Project 3: WordSmith

Educational Objectives: On successful completion of this assignment, the student should be able to

Background Knowledge Required: Be sure that you have mastered the material in these chapters before beginning the project:
Binary Trees and Iterators, Binary Tree Construction, Associative Containers, Sets and Maps 1, Associative Binary Trees,

Operational Objectives: Create (1) a client WordSmith of CSet<> that serves as a text analysis application; and (2) an implementation of Binary Search Tree TBST<> that serves as an implementation platform for CSet<>.
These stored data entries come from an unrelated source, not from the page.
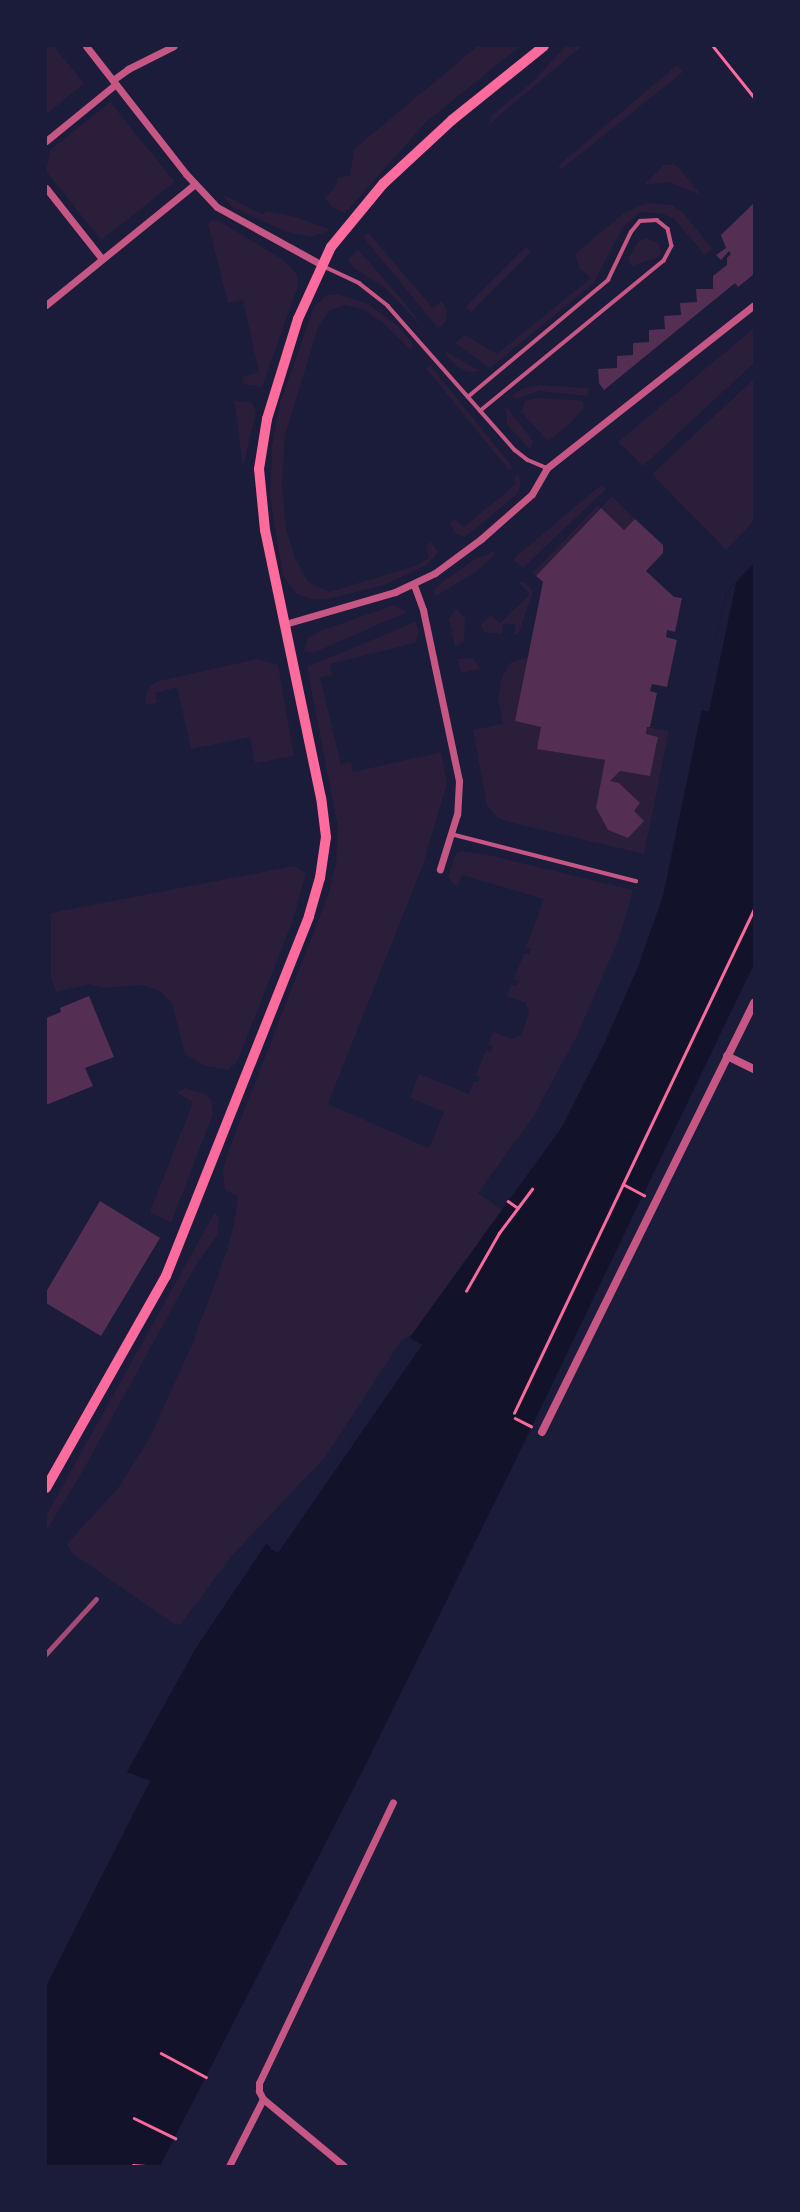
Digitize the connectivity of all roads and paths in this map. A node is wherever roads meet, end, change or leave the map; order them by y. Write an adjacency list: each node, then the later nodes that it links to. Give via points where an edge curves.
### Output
1 (86, 46): 5 (street)
2 (174, 46): 5 (street, via 128,69)
3 (544, 46): 11 (main road, via 452,120 383,184)
4 (713, 46): 6 (path)
5 (115, 82): 7 (street); 8 (street)
6 (754, 97)
7 (46, 141)
8 (195, 184): 10 (street); 11 (street, via 231,216)
9 (46, 188): 10 (street)
10 (102, 259): 12 (street)
11 (321, 265): 14 (lane, via 359,284 388,306); 18 (main road, via 280,371 259,469 265,530)
12 (46, 305)
13 (754, 305): 16 (street)
14 (469, 396): 15 (lane); 15 (lane, via 608,280 640,222 657,220 668,229 672,246 664,261)
15 (481, 411): 16 (lane, via 515,450)
16 (547, 468): 17 (street, via 524,502 461,555)
17 (414, 584): 18 (street); 19 (street, via 458,771)
18 (285, 624): 36 (main road, via 324,818 320,878 166,1276)
19 (452, 834): 20 (street); 21 (lane)
20 (440, 869)
21 (636, 881)
22 (754, 909): 26 (path)
23 (754, 1003): 24 (street)
24 (727, 1056): 25 (street); 35 (street)
25 (754, 1069)
26 (623, 1184): 28 (path); 32 (path)
27 (532, 1189): 30 (path)
28 (644, 1195)
29 (508, 1201): 30 (path)
30 (518, 1208): 31 (path)
31 (466, 1291)
32 (513, 1413)
33 (515, 1418): 34 (path)
34 (532, 1427)
35 (542, 1432)
36 (46, 1488)
37 (393, 1802): 40 (street, via 259,2084)
38 (161, 2053): 39 (path)
39 (206, 2077)
40 (263, 2099): 45 (street); 46 (street)
41 (134, 2118): 42 (path)
42 (175, 2138)
43 (133, 2165): 44 (path)
44 (149, 2166)
45 (229, 2166)
46 (344, 2166)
Deliverables: wordsmith.h, wordsmith.cpp, tbst.h, makefile, log.txt.

Procedural Requirements

  1. Begin by copying all of the files from the project distribution directory:

    proj3/main.cpp        # driver program for wordsmith
    proj3/makefile        # makefile for project
    proj3/data?           # sample word files
    proj3/ftmolist.cpp    # ftoac.cpp with Container = TMOList
    proj3/ftuolist.cpp    # ftoac.cpp with Container = TUOList
    proj3/ftbst.cpp       # ftoac.cpp with Container = TBST
    proj3/proj3submit.sh  # submit script
    tests/ftoac.cpp       # functionality test for ordered associative containers
    tests/fcset.cpp       # functionality test for CSet 
    

  2. Define and implement the classes TBST<T,P> and TBST<T,P>::Iterator in the file tbst.h. Also place all supporting definitions and implementations, such as operator overloads, in this file.

  3. Be sure to fully cite all references used for code and ideas, including URLs for web-based resources. These citations should be in the file documentation and if appropriate detailed in relevant code locations.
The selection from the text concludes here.